Exercise material:
=-=-=

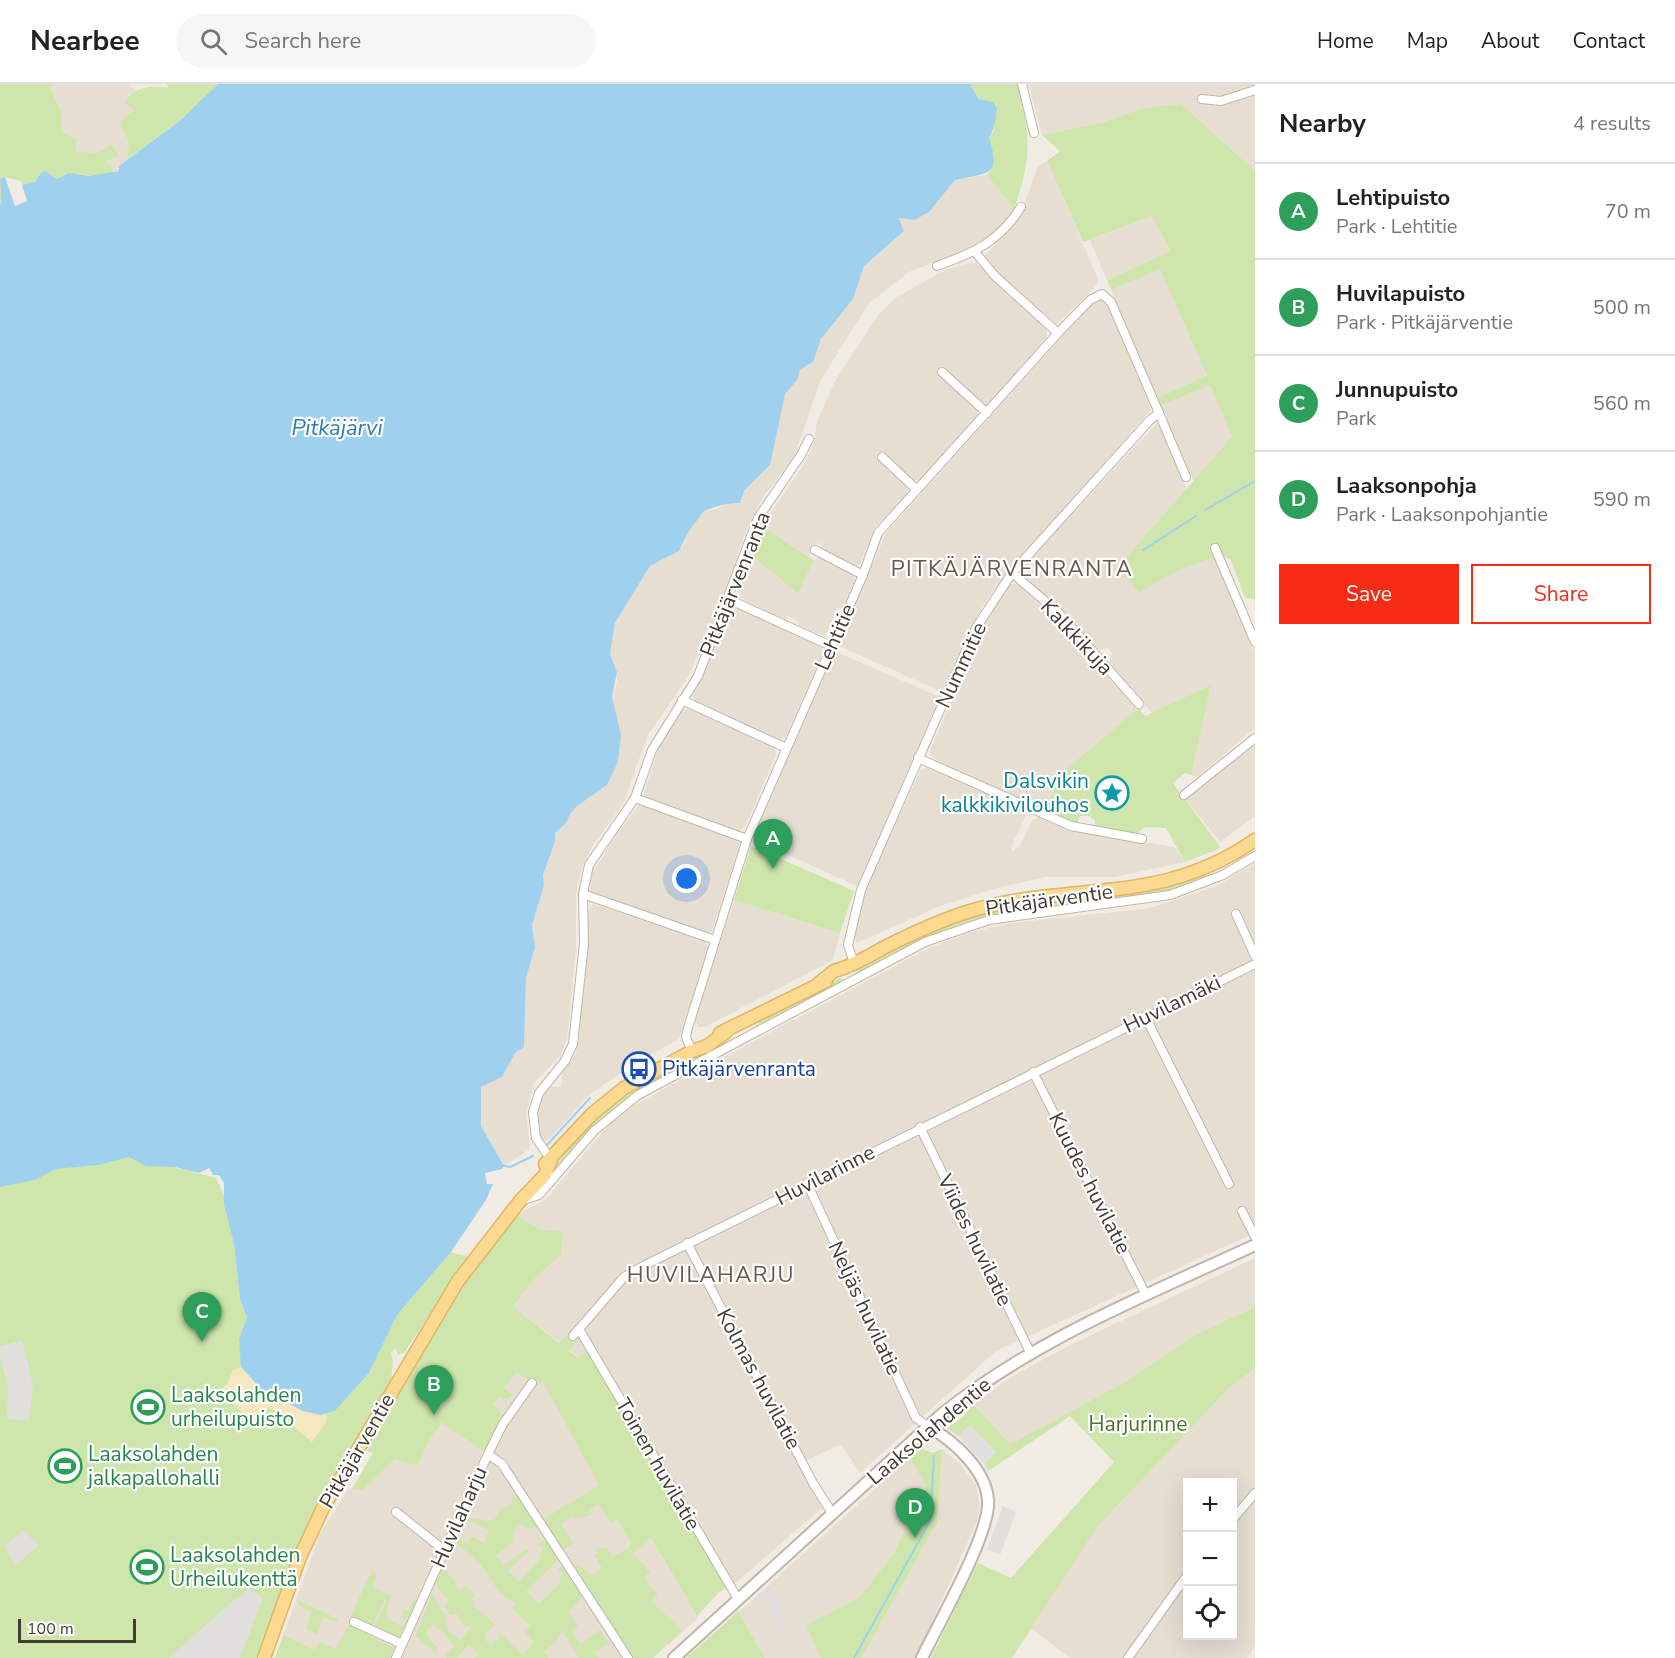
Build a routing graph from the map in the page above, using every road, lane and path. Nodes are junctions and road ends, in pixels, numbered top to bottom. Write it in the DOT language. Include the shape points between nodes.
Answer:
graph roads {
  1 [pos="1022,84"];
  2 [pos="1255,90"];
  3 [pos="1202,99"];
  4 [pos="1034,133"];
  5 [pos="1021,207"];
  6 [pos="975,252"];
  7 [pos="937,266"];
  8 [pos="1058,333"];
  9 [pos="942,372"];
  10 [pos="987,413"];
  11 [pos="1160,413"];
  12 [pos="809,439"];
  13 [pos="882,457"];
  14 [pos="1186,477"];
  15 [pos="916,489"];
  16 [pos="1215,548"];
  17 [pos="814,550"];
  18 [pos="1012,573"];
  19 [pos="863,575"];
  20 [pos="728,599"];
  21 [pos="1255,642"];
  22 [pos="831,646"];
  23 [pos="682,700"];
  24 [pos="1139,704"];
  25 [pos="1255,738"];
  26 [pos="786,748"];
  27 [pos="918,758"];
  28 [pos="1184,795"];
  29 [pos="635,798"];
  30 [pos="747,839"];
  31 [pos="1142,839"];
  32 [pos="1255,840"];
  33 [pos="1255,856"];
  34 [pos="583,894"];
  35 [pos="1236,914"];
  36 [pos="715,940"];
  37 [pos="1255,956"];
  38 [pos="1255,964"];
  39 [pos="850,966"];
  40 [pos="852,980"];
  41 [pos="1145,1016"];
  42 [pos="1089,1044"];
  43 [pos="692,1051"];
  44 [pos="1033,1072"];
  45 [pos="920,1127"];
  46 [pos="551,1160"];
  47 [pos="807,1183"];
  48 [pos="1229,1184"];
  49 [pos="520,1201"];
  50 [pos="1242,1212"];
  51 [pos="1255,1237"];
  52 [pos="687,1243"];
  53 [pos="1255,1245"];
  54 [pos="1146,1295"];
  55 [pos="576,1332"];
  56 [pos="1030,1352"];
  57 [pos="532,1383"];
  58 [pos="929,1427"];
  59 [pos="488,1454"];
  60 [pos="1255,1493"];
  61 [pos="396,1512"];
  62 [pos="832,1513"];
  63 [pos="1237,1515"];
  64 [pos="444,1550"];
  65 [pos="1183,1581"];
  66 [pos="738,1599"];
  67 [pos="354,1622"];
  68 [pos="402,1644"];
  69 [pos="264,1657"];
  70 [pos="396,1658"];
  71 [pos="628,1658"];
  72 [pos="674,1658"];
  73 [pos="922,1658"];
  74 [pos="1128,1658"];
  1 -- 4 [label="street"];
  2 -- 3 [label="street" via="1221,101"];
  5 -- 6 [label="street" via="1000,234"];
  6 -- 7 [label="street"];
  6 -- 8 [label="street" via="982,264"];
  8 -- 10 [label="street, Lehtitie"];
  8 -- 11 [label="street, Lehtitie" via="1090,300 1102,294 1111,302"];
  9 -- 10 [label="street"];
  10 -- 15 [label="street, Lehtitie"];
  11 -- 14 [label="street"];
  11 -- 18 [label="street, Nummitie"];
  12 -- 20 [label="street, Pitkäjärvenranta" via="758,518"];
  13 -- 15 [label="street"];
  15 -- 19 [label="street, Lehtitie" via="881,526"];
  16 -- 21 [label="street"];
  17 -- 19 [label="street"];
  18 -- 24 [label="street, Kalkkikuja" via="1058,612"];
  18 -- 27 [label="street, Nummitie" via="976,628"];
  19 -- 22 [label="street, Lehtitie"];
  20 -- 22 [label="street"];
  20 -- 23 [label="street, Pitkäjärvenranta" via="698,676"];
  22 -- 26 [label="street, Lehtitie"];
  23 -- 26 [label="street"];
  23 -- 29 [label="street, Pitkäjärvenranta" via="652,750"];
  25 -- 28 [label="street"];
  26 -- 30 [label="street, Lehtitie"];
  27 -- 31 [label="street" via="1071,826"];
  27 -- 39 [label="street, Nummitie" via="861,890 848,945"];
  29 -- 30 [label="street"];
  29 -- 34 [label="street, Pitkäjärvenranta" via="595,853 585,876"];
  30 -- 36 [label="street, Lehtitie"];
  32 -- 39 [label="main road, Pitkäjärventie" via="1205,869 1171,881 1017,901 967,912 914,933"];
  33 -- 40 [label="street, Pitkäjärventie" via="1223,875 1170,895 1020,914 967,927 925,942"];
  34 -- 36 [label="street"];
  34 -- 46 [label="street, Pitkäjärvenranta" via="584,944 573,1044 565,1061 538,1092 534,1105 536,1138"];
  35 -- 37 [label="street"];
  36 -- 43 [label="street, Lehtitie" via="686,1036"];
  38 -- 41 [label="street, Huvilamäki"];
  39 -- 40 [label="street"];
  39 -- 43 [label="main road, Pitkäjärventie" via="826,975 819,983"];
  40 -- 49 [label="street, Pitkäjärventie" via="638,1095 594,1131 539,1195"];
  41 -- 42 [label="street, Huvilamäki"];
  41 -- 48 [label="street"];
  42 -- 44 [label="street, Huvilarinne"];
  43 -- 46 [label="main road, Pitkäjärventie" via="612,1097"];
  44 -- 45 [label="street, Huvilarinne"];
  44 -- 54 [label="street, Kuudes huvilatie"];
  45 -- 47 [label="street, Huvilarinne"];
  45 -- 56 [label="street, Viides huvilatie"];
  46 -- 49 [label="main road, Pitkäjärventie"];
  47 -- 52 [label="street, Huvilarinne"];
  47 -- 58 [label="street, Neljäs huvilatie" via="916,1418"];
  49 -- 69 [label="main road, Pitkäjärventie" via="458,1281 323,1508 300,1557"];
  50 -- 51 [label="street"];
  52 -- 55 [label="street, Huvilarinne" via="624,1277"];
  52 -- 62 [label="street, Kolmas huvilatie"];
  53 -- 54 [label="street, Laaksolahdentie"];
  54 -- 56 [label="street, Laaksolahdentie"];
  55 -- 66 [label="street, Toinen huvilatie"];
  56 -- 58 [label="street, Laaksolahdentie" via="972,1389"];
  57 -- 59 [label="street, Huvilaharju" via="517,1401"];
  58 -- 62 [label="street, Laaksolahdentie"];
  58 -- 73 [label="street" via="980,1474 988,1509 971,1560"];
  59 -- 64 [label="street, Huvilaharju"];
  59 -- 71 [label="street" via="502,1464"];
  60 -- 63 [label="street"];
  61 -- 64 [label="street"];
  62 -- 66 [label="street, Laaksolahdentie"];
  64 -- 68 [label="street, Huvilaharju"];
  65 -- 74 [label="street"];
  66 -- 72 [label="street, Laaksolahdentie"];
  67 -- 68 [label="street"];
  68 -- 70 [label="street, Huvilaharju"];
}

=-=-=

Required work: Extract each line from the listing that holds the word "Huvilarinne".

Solution for this exercise:
  42 -- 44 [label="street, Huvilarinne"];
  44 -- 45 [label="street, Huvilarinne"];
  45 -- 47 [label="street, Huvilarinne"];
  47 -- 52 [label="street, Huvilarinne"];
  52 -- 55 [label="street, Huvilarinne" via="624,1277"];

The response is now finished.